10日:米外交団が乗員と5度目の面会。中国外務省報道官が「おわび」発言を評価。
11日:新華社が「唐中国外相が米国のプリアー駐中国大使に対し、乗員24人が出国手続きを行うことを認めると伝えた」と報道。米ホワイトハウスも「米中両国が乗員解放で合意した」と発表。
6.ペロシのバックパッシング
万が一、こんな"事故"が起こったとしたら、中国はこれを台湾海峡に空母を出して、海峡封鎖するかもしれません。そうなったら、日本は石油が入らなくなる、あるいは迂回航路をとることになり、大幅なコストアップになります。
もし、ヌーランド国務次官がこうした事態になるかもしれないと、日本側に告げ、対策を急ぐように囁いたとしたら。
無論、政府はエネルギー確保に走るでしょうし、防衛費増加に走るでしょう。岸田総理はたとえ自分が望んでいなくても、安倍元総理が主張していたとおりに実行するしかなくなります。それが「覚醒」したように見えているだけではないかということです。
また、逆にペロシ下院議長が日和って台湾訪問を見送ったら、先日のアフガン撤退よろしく、アメリカの同盟国からの信頼が失墜するのは当然のことながら、アメリカは守ってくれないという疑念を呼び、自主防衛に動くことになるでしょう。
一種のショックドクトリンです。
台湾は今以上にアメリカの兵器を買うことになるでしょうし、日本は憲法改正待ったなし、防衛費は何倍も必要になります。
昨年9月7日のエントリー「バイデンの隠された大戦略」で、アメリカの屈辱的ともいえるアフガニスタンからの撤退劇は、面倒事を他国に押し付ける「バック・パッシング」戦略の可能性があると述べましたけれども、それを東アジアでもやるのではないか。
つまり、アメリカは、台湾有事を煽るだけ煽って、緊張を高め、日台を対中の尖兵にするのではないかということです。
件のエントリーで筆者は、台湾を巡るバック・パッシング戦略には、いつまでも周辺国がアメリカのいいなりになってくれるとは限らない危険な面があると述べましたけれども、仮に日台がアメリカ側で踏ん張ったとしても東南アジア諸国が悉く中国側についてしまったら、中国が手を回して、周辺海峡を封鎖することだって出来るかもしれません。

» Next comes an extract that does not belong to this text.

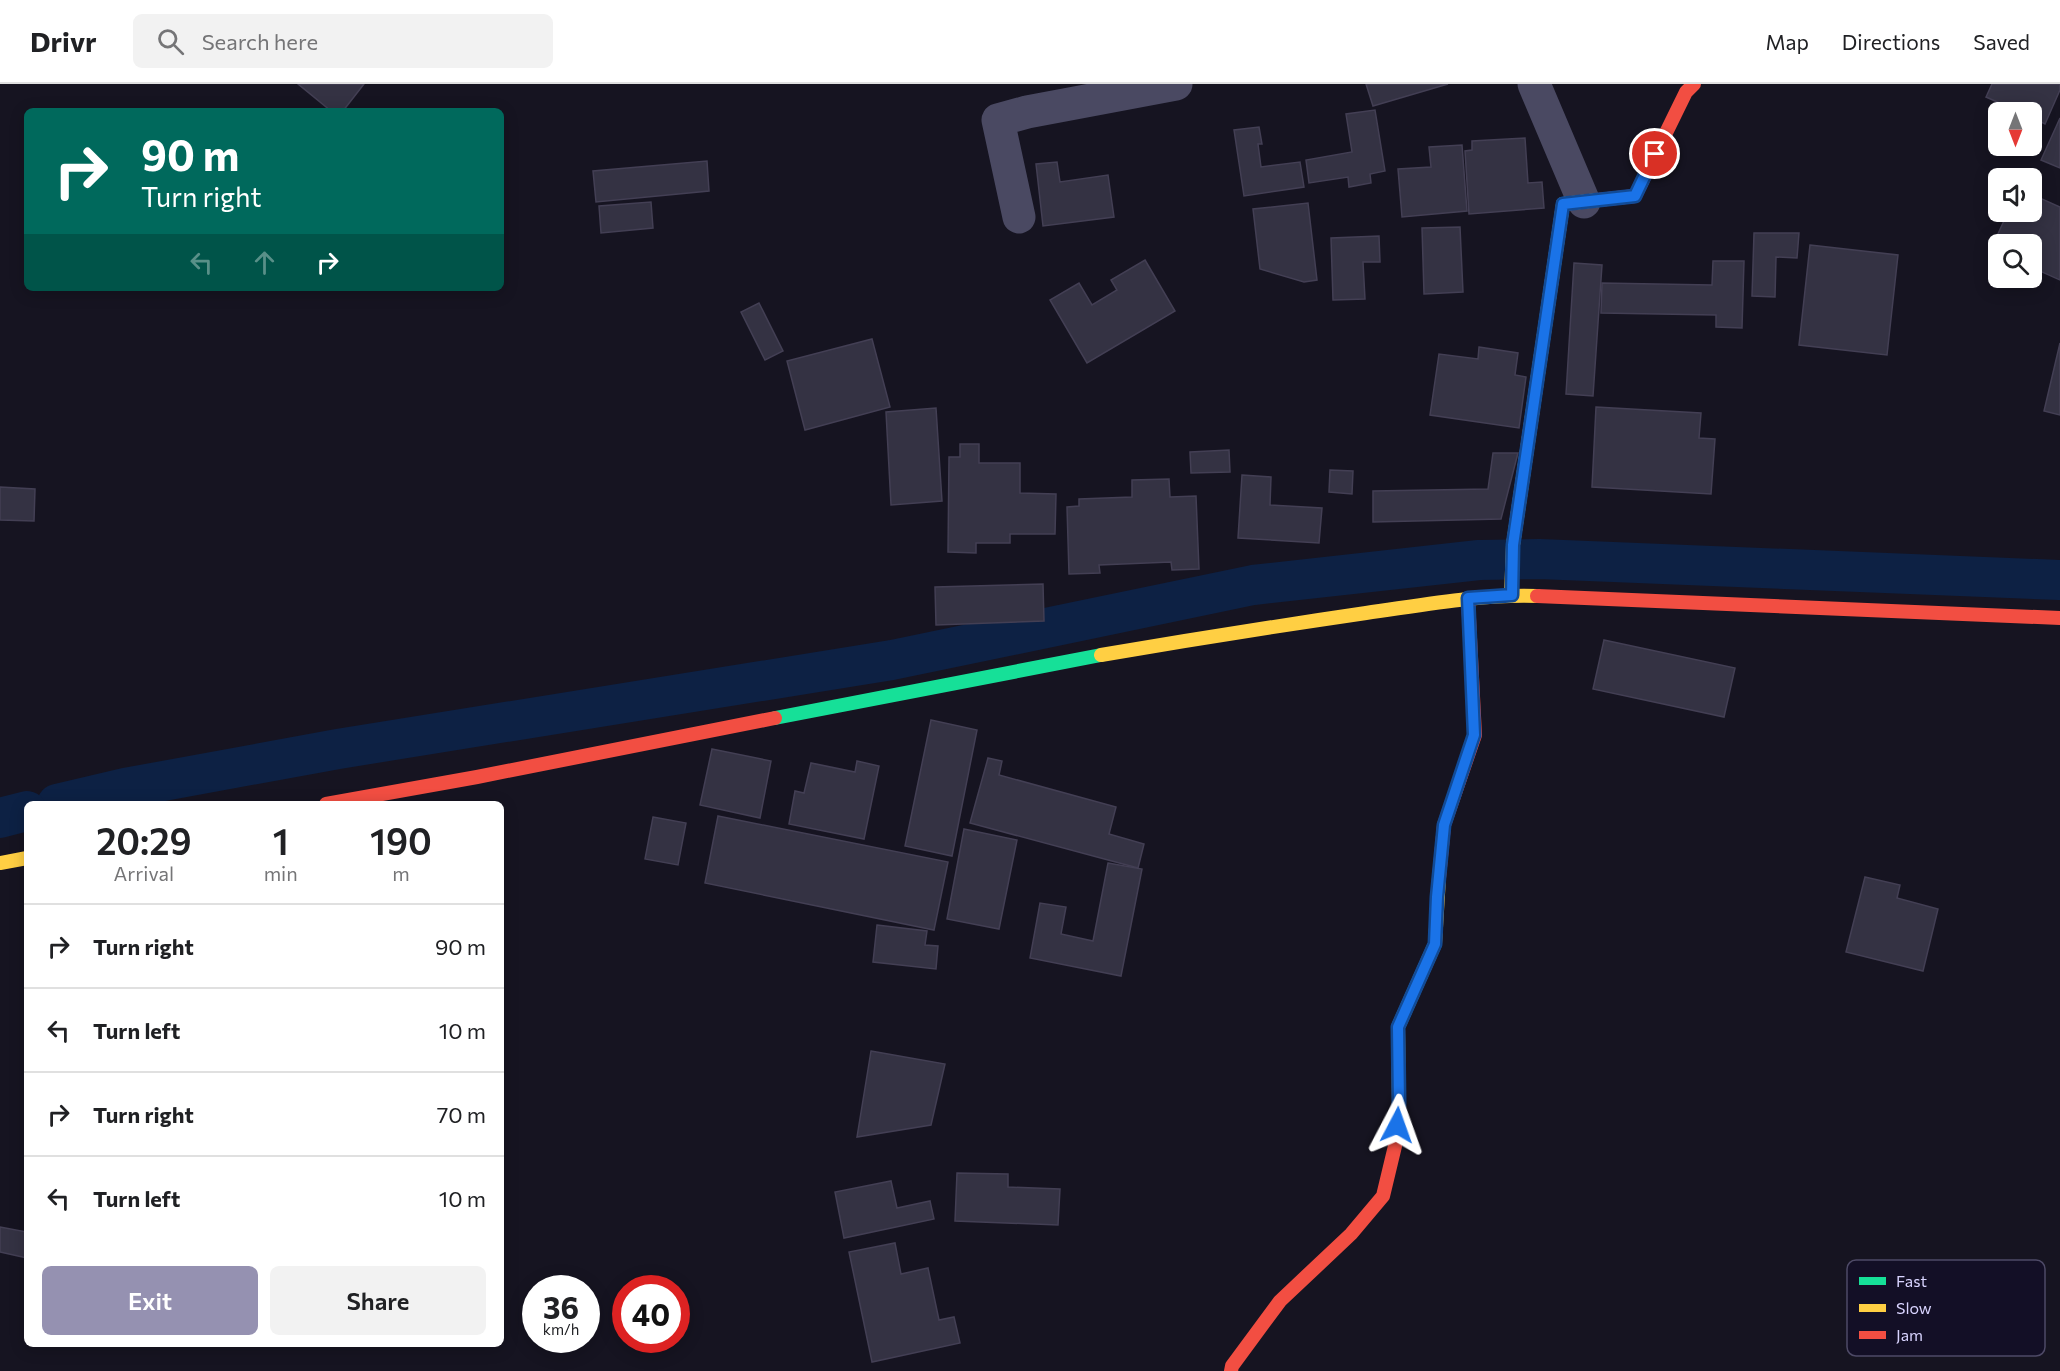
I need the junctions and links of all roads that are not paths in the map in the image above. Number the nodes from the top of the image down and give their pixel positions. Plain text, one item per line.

なんなら、年がら年中どこかの海峡で軍事演習でもしてやれば、タンカーなど通れなくなります。これもまた石油、ガスが入ってこなくなってしまいます。
ペロシ下院議長に訪台計画について、評論家の石平氏は「もしもペロシがC国の恫喝に屈して台湾訪問をやめれば、それこそC国は台湾に侵攻しますよ」とツイートしていますけれども、果たしてバイデン政権はどこまで先を読んでいるのか、民主国家の結束など掛け声だけなのか。今や世界は運命の岐路に立っているのかもしれませんね。